◆ Task brief ◆
Only a number is expected: how many lines in these records mention the word "list"?

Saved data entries
%%

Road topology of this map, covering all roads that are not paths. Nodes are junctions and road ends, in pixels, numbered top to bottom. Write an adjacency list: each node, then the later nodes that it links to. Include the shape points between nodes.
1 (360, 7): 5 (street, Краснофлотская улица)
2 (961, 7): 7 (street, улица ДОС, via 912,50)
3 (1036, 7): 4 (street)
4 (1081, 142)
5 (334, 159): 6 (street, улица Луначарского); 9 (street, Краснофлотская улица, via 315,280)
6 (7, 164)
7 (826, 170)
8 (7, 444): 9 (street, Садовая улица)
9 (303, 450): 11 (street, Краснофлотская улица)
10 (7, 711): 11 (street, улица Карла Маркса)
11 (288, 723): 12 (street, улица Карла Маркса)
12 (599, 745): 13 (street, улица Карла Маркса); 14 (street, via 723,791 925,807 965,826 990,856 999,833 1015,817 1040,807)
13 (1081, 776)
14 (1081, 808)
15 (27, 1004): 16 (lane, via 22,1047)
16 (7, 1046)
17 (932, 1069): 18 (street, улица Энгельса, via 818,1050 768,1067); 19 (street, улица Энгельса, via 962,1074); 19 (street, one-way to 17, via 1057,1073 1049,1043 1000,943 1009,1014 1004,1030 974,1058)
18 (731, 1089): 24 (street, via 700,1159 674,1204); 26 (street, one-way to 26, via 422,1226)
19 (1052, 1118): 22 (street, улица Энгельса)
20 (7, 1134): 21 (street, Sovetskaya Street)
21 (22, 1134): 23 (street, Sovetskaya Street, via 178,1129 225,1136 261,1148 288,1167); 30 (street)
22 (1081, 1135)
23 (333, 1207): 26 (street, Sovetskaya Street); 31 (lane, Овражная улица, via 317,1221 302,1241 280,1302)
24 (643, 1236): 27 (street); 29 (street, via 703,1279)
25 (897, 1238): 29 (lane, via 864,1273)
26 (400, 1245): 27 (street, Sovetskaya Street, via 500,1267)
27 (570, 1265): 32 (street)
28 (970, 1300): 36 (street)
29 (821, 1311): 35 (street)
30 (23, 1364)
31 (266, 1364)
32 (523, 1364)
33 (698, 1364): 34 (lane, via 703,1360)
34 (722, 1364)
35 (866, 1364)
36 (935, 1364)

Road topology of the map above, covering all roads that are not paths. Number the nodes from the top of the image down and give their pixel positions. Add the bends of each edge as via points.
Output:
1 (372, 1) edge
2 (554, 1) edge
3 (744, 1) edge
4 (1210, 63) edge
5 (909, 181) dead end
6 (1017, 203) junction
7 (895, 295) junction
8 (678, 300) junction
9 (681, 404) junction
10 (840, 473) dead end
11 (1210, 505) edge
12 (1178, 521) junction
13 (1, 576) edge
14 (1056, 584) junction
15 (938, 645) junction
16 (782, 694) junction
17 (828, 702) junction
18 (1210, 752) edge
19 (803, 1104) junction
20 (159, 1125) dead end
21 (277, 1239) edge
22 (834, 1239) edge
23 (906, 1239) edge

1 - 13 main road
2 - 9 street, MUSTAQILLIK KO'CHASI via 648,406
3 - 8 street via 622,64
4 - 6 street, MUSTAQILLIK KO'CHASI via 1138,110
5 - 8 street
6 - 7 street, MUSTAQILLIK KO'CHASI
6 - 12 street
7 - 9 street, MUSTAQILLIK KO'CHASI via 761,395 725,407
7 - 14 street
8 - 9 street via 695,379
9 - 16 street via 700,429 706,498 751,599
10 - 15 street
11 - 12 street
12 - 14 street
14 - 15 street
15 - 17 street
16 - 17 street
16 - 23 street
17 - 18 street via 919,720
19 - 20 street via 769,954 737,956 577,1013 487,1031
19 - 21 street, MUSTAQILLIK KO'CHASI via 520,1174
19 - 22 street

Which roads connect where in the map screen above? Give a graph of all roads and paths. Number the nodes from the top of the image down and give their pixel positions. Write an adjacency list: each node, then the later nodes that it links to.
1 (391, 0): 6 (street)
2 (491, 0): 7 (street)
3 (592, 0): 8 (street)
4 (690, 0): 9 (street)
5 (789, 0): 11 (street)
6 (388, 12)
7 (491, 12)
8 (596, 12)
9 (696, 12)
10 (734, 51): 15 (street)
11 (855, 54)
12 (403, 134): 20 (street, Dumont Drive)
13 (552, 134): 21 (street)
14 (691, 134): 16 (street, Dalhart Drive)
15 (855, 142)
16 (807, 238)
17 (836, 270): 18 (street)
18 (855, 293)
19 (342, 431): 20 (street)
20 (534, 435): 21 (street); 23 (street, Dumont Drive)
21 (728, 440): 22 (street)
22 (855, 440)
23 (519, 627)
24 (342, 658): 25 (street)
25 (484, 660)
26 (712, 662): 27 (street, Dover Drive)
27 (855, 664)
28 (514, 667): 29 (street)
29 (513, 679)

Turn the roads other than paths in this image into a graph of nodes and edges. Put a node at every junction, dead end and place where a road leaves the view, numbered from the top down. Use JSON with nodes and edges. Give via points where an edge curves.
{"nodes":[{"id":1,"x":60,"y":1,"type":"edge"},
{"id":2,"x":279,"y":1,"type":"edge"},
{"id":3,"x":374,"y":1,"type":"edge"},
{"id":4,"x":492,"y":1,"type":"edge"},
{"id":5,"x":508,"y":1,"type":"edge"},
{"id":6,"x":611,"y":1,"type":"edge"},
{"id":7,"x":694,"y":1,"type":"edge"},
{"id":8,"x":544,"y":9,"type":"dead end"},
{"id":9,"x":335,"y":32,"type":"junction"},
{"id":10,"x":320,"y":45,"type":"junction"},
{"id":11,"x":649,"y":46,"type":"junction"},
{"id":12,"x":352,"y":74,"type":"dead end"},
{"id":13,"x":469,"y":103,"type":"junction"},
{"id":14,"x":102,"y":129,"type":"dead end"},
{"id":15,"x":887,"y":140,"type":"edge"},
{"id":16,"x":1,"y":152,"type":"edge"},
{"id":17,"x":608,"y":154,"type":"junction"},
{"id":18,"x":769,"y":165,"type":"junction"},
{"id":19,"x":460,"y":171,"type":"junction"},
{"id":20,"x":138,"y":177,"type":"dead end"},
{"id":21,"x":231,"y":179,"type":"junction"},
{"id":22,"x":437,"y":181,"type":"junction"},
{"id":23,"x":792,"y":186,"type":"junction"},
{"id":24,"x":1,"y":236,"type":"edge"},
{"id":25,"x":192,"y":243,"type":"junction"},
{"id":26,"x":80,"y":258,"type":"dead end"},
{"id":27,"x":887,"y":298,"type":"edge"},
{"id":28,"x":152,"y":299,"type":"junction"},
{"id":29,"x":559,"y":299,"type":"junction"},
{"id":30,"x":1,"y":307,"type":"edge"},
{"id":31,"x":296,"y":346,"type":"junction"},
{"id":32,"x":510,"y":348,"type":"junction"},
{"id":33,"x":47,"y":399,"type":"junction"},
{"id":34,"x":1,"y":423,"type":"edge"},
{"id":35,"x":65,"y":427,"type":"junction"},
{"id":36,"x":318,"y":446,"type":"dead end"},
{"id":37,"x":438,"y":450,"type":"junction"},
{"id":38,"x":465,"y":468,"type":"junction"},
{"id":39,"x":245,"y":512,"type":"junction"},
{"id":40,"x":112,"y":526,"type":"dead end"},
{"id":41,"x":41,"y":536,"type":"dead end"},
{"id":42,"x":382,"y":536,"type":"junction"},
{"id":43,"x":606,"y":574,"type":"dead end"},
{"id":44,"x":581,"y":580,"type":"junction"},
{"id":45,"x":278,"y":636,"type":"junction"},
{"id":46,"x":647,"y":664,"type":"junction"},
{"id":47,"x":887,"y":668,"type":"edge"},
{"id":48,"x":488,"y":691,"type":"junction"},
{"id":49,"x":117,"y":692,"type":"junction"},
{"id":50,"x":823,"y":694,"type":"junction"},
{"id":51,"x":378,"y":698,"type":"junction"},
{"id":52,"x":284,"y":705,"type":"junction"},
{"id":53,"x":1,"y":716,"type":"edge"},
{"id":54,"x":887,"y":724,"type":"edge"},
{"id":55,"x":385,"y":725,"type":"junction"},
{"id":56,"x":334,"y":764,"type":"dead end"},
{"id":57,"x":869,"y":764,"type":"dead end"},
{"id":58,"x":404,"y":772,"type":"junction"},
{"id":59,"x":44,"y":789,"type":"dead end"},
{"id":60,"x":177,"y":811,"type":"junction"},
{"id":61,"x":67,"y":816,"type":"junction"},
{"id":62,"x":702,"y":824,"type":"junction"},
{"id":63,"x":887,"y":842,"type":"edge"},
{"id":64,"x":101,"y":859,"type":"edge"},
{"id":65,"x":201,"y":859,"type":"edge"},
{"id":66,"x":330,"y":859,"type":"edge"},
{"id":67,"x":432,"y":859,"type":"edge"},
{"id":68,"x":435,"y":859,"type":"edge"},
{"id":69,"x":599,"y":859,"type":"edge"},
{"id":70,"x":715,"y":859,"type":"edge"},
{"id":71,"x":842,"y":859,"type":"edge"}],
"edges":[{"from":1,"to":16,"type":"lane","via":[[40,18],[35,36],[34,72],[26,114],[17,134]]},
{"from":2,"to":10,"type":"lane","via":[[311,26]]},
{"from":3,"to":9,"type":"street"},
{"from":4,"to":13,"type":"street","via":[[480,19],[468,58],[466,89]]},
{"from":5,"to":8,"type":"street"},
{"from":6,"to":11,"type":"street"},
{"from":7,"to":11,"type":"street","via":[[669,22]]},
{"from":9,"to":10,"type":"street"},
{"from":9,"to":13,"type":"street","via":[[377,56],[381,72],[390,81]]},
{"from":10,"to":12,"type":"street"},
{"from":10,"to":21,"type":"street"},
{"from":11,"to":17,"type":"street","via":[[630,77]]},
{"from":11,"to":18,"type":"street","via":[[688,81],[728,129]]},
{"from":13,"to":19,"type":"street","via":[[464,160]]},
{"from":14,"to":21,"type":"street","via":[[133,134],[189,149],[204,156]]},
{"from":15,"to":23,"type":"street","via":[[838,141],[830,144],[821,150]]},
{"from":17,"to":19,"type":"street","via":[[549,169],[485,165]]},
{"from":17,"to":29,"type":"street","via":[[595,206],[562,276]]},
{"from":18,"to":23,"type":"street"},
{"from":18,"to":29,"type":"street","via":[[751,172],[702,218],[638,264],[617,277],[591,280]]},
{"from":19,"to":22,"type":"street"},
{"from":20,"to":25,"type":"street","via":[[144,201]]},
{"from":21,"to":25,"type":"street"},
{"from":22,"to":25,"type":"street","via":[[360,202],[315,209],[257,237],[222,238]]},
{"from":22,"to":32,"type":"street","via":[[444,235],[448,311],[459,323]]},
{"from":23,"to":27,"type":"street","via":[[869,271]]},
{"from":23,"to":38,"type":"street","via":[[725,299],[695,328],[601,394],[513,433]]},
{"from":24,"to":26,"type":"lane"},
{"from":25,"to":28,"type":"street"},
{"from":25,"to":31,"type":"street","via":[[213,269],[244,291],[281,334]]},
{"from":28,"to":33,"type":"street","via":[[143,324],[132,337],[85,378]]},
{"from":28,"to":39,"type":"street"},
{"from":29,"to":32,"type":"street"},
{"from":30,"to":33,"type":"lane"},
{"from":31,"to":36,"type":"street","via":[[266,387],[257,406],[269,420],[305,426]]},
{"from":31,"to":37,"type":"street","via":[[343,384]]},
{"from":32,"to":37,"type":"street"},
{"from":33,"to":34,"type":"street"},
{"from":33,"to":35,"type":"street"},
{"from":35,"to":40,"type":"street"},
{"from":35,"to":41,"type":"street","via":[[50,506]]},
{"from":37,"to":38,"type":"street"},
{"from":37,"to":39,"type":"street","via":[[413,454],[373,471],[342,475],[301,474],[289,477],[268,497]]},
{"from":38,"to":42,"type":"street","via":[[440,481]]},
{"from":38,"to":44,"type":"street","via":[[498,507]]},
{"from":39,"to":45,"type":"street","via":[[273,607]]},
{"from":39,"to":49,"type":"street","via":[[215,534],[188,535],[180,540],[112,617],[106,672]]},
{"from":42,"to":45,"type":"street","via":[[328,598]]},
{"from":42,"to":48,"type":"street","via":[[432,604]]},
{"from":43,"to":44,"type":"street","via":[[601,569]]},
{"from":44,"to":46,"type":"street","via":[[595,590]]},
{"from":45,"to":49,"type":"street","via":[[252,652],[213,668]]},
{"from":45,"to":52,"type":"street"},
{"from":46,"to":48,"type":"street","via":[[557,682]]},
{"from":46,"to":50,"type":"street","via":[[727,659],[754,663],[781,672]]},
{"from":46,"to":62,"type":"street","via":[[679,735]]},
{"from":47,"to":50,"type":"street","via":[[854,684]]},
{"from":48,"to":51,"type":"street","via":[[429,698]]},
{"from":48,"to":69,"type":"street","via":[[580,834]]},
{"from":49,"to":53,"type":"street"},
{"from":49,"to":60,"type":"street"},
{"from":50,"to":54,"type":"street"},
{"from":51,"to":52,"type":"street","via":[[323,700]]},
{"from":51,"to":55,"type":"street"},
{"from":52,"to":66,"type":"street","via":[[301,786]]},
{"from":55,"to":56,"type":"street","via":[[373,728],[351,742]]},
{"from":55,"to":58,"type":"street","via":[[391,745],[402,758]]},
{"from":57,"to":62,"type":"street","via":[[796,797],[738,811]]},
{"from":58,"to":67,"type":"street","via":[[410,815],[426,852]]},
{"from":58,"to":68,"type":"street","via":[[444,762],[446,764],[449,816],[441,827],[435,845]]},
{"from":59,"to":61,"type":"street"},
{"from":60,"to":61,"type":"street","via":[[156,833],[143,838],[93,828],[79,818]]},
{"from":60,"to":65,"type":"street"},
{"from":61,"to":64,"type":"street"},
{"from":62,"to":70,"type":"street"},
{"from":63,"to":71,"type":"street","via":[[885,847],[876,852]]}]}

%%

◆ The answer ◆
2